La crise aurait dû conduire à une intensification des échanges entre le Parlement et l’exécutif. Il n’en a rien été.

Cette semaine, a été rendu public le rapport de François Cornut-Gentille sur l’exécution des crédits 2019 par le ministère des armées.

Comme il était prévisible, la crise sanitaire aura perturbé fortement la séquence du Printemps de l’évaluation 2020. Si cet aspect peut paraître anecdotique, il n’en démontre pas moins la fragilité des pouvoirs du Parlement lorsque surviennent des événements graves et soudains.
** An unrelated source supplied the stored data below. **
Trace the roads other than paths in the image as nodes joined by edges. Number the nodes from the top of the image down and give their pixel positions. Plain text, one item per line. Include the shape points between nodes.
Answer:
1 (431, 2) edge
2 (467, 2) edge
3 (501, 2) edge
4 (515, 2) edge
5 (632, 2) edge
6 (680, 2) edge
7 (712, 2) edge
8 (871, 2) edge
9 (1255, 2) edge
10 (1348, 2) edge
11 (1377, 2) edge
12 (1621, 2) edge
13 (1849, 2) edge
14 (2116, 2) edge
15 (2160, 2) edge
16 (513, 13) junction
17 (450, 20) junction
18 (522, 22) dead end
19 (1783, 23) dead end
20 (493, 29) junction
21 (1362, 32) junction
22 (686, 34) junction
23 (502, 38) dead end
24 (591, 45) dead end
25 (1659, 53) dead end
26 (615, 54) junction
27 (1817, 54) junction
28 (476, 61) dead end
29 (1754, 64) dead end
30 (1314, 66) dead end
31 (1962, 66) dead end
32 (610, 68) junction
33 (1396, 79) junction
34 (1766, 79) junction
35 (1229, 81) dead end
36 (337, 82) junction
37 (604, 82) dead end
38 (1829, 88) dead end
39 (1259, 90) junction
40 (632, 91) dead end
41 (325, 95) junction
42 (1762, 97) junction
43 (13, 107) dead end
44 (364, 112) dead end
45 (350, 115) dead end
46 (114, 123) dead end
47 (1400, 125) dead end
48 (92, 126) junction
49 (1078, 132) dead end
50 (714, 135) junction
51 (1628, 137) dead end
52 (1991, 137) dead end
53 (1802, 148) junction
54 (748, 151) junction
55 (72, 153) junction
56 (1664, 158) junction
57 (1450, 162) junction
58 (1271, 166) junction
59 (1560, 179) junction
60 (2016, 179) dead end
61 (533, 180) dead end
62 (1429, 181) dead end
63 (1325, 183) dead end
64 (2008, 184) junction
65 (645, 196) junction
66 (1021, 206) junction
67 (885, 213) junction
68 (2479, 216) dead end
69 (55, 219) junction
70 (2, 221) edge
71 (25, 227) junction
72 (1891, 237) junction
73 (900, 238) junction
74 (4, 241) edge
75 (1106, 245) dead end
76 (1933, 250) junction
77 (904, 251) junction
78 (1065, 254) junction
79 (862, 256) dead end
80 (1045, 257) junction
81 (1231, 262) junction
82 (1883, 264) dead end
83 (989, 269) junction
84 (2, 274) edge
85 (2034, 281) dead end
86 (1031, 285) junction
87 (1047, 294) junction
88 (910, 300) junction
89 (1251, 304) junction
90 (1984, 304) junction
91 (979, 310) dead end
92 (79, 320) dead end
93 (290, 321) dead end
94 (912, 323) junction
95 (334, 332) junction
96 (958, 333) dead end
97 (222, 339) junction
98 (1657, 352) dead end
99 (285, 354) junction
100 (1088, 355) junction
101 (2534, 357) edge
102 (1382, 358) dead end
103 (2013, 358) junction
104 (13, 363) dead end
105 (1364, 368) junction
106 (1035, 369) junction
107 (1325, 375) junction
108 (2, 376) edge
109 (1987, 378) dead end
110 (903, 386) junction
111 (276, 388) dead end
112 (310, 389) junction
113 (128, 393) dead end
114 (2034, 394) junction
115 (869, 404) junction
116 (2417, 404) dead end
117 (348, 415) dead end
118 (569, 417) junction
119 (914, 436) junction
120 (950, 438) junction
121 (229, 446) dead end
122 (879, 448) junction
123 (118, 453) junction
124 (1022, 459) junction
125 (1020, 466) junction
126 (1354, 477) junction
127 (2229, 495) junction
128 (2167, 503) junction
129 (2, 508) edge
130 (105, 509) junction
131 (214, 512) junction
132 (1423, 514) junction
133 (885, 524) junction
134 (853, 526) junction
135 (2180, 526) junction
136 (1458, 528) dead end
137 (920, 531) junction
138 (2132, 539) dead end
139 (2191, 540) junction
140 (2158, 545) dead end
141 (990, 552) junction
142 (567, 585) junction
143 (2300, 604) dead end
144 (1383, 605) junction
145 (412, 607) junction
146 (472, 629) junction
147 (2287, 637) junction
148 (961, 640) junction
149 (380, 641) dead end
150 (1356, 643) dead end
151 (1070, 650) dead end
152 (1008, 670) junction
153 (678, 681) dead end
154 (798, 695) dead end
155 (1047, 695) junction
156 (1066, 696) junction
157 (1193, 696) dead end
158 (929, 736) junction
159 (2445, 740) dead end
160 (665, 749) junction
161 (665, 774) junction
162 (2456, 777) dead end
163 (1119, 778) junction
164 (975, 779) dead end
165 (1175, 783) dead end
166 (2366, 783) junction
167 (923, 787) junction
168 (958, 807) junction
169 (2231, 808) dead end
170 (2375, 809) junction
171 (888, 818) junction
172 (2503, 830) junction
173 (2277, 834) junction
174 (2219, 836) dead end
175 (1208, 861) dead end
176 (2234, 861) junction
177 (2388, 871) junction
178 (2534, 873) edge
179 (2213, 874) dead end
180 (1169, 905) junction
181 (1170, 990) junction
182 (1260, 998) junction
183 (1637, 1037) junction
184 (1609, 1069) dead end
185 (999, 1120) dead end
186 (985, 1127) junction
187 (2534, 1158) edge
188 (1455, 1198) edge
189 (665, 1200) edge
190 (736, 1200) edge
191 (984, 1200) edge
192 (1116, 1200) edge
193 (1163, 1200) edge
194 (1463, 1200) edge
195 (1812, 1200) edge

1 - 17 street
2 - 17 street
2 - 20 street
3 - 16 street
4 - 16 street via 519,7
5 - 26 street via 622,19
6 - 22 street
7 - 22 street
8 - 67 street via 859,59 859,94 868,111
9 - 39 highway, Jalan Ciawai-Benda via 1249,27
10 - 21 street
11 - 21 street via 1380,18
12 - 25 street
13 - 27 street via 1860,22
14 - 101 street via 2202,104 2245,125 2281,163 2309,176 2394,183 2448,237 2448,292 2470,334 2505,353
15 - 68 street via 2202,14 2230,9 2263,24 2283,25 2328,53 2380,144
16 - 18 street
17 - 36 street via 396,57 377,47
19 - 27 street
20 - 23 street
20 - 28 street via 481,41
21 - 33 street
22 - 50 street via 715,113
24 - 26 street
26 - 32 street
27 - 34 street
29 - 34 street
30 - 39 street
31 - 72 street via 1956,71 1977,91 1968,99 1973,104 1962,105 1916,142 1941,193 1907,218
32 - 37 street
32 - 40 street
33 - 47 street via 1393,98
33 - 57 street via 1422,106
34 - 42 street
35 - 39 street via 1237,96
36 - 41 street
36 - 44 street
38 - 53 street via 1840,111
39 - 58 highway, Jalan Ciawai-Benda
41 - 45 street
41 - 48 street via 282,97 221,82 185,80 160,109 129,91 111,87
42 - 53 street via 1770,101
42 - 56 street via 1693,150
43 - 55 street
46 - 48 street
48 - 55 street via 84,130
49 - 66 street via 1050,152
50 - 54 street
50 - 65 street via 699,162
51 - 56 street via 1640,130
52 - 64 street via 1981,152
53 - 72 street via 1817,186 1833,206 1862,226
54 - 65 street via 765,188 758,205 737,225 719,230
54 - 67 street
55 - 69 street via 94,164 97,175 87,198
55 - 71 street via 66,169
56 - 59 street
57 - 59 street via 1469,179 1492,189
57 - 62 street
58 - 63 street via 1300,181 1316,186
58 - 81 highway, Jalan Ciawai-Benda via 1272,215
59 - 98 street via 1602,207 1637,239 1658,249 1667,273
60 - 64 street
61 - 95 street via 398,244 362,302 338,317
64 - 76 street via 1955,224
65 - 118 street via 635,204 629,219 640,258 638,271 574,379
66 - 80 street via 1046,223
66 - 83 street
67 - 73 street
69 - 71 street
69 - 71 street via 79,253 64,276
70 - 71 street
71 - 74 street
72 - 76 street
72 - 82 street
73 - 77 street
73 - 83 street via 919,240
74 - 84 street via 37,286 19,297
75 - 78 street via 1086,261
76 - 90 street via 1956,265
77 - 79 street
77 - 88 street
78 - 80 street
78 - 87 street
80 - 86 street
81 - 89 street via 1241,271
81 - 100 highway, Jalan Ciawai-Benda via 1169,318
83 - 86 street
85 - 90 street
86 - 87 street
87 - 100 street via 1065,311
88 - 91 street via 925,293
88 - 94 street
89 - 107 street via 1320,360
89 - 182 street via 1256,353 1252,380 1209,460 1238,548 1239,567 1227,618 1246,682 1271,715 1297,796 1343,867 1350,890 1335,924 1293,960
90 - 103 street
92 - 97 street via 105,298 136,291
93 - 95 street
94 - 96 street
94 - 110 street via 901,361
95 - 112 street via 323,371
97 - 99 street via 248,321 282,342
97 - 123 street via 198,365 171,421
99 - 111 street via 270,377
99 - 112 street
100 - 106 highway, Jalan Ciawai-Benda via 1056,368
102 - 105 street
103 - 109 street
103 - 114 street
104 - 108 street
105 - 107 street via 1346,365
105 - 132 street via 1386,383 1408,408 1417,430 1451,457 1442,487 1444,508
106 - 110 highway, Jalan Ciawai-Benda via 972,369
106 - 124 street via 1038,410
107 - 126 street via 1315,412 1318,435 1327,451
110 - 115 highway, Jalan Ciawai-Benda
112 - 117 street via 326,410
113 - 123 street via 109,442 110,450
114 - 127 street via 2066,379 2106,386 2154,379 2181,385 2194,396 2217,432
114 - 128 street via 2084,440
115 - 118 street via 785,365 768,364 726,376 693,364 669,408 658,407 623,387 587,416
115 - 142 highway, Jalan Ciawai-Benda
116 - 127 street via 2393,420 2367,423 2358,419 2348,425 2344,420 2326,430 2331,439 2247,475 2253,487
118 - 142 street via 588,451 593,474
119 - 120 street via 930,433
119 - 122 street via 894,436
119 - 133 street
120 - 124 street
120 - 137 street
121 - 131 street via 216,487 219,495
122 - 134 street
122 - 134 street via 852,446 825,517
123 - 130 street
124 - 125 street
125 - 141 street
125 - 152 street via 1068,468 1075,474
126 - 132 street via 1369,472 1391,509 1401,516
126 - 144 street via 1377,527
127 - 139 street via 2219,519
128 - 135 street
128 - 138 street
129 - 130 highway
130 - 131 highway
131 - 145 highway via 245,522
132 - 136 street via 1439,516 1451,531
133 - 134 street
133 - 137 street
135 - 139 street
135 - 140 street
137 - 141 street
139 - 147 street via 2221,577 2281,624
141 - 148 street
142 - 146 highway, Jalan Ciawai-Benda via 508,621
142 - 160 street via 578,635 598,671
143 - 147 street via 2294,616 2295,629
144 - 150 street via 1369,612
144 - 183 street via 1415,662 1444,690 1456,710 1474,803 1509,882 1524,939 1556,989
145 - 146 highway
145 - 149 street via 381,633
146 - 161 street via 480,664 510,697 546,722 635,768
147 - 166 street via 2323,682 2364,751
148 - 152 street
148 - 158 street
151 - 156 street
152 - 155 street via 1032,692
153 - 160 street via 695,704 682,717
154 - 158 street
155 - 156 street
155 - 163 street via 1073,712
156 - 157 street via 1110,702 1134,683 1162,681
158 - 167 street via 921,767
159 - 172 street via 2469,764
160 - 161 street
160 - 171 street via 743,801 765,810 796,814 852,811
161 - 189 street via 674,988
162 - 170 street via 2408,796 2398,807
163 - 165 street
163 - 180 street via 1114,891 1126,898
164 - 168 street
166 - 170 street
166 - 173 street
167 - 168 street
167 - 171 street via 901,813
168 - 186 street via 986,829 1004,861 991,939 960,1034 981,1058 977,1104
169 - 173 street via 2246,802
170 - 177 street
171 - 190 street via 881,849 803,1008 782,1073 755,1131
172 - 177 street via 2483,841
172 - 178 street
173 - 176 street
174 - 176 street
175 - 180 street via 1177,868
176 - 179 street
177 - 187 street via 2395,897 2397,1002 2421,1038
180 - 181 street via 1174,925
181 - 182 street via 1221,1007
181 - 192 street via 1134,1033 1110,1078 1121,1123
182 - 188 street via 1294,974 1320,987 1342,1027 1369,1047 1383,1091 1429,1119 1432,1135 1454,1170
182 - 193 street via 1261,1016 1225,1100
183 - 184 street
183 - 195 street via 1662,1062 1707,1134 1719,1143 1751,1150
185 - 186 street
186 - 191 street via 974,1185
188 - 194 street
Depuis trois mois, les rapporteurs spéciaux n’ont pu mener ni contrôle ni évaluation de façon un tant soit peu efficace. L’impossibilité de conduire des auditions dans des conditions normales est une chose. La désorganisation des services ministériels et l’indifférence du Gouvernement vis-à-vis des attentes des parlementaires en sont une autre

La crise aurait dû conduire à une intensification des échanges entre le Parlement et l’exécutif. Il n’en a rien été. Tout s’est organisé autour de la communication gouvernementale. Alors que, juridiquement, le pouvoir de contrôle des parlementaires s’est trouvé renforcé au fil des ans, il est paradoxal de constater qu’il s’est amenuisé dans la pratique.

Par la force des choses, le rapport sur l’exécution 2019 consiste en un simple commentaire de la documentation budgétaire sur la mission dans son ensemble et sur les programmes 144 Environnement et prospective de la politique de défense et 146 Équipement des forces.